Penalized Entropy: a novel loss function for uncertainty estimation and optimization in medical image classification

In medical image classification, uncertainty estimation providing confidence of decision is part of interpretability of prediction model. Based on estimated uncertainty, physicians can pick out cases with high uncertainty for further inspection. However, in this uncertainty-informed decision referral, models may make wrong predictions with high certainty which leads to omission of false predictions. Therefore, we propose a method to set up a model which could make correct prediction with low uncertainty and wrong prediction with high uncertainty. We integrate uncertainty estimation into training phase and design a novel loss function “penalized entropy” by penalizing wrong but certain samples to improve the models' certainty performance. Experiments were conducted on three datasets: optical coherence tomography (OCT) image dataset for anti-vascular endothelial growth factor (anti- VEGF) effectiveness classification, OCT image dataset for diagnostic classification, and chest X-ray dataset for pneumonia classification.

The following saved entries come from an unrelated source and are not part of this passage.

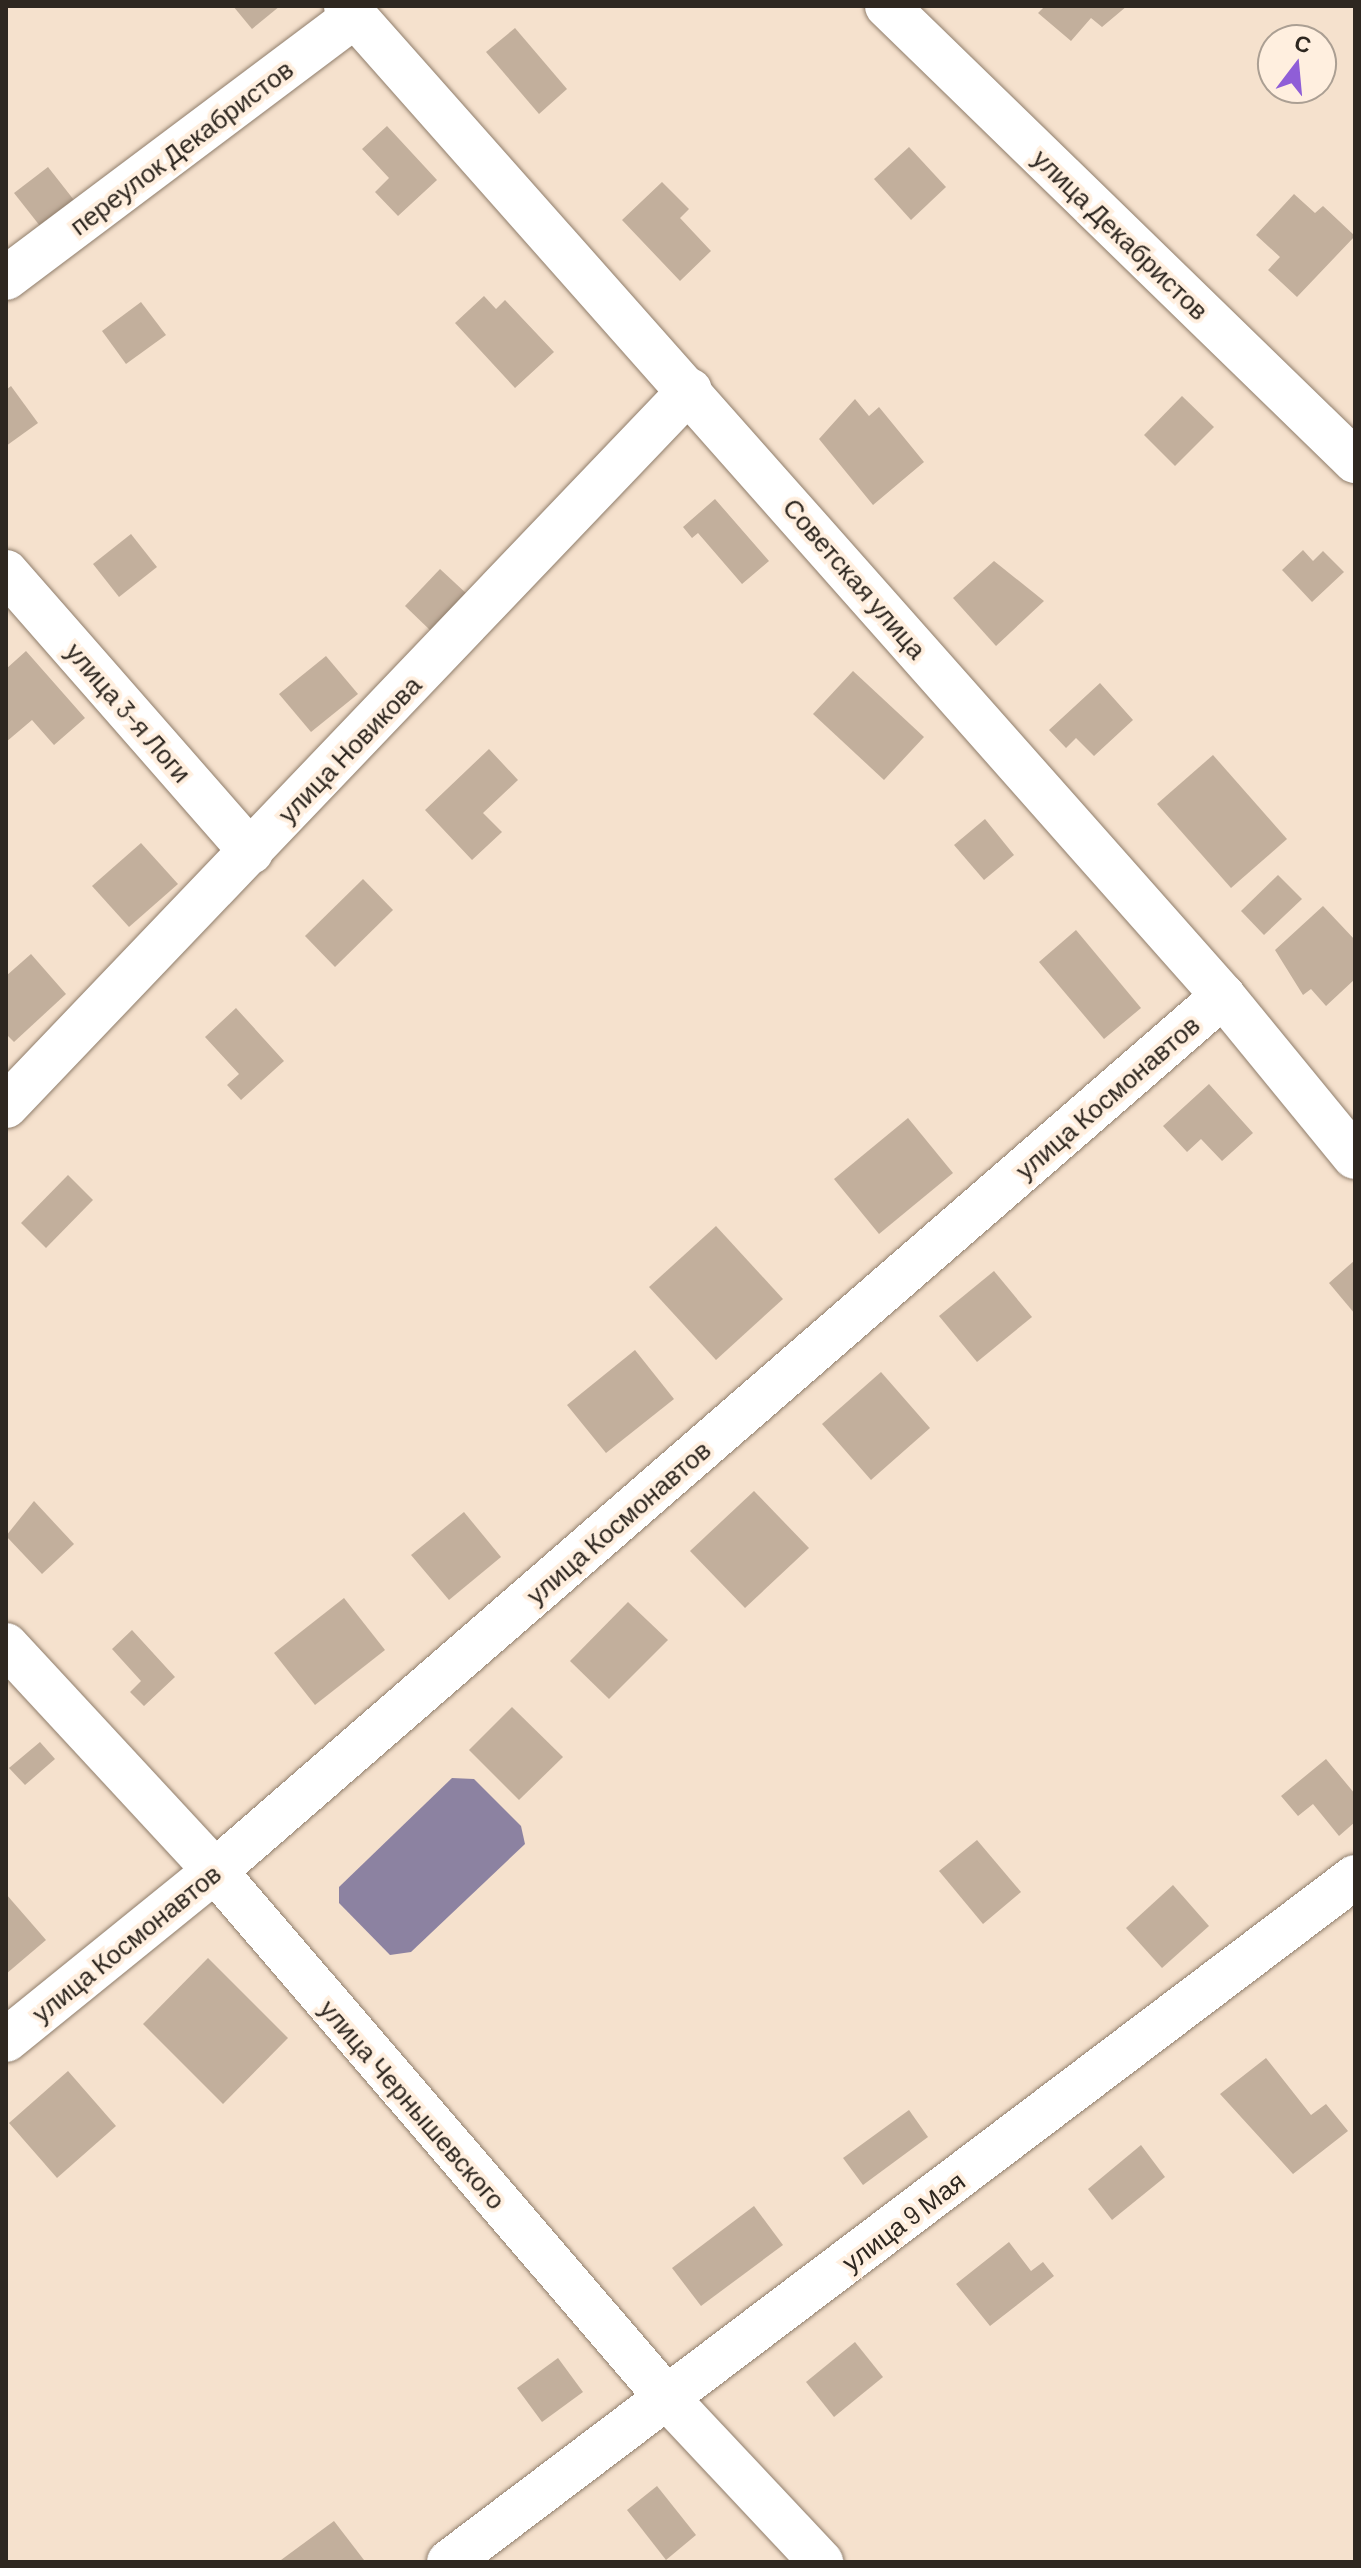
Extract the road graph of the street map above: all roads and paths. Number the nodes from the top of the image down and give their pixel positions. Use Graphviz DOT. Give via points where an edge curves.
graph roads {
  1 [pos="887,6"];
  2 [pos="350,11"];
  3 [pos="6,278"];
  4 [pos="690,390"];
  5 [pos="1355,461"];
  6 [pos="6,572"];
  7 [pos="251,852"];
  8 [pos="1223,996"];
  9 [pos="6,1106"];
  10 [pos="1355,1157"];
  11 [pos="6,1645"];
  12 [pos="215,1871"];
  13 [pos="1355,1877"];
  14 [pos="6,2040"];
  15 [pos="668,2399"];
  16 [pos="449,2562"];
  17 [pos="821,2562"];
  1 -- 5 [label="street, улица Декабристов"];
  2 -- 3 [label="street, переулок Декабристов"];
  2 -- 4 [label="street, Советская улица"];
  4 -- 7 [label="street, улица Новикова"];
  4 -- 8 [label="street, Советская улица"];
  6 -- 7 [label="street, улица 3-я Логи"];
  7 -- 9 [label="street, улица Новикова"];
  8 -- 10 [label="street, Советская улица"];
  8 -- 12 [label="street, улица Космонавтов"];
  11 -- 12 [label="street, улица Чернышевского"];
  12 -- 14 [label="street, улица Космонавтов"];
  12 -- 15 [label="street, улица Чернышевского"];
  13 -- 15 [label="street, улица 9 Мая"];
  15 -- 16 [label="street, улица 9 Мая"];
  15 -- 17 [label="street, улица Чернышевского"];
}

Performances were evaluated on both accuracy metrics such as accuracy, sensitivity, specificity, area under the curve (AVC), and certainty metrics which are accuracy vs. uncertainty (AvV), probability of correct results among certain predictions (PCC), and probability of uncertain results among wrong predictions (PUW). Results show that the method using the proposed loss function can achieve better or comparable accuracy and state-of-the-art certainty performance.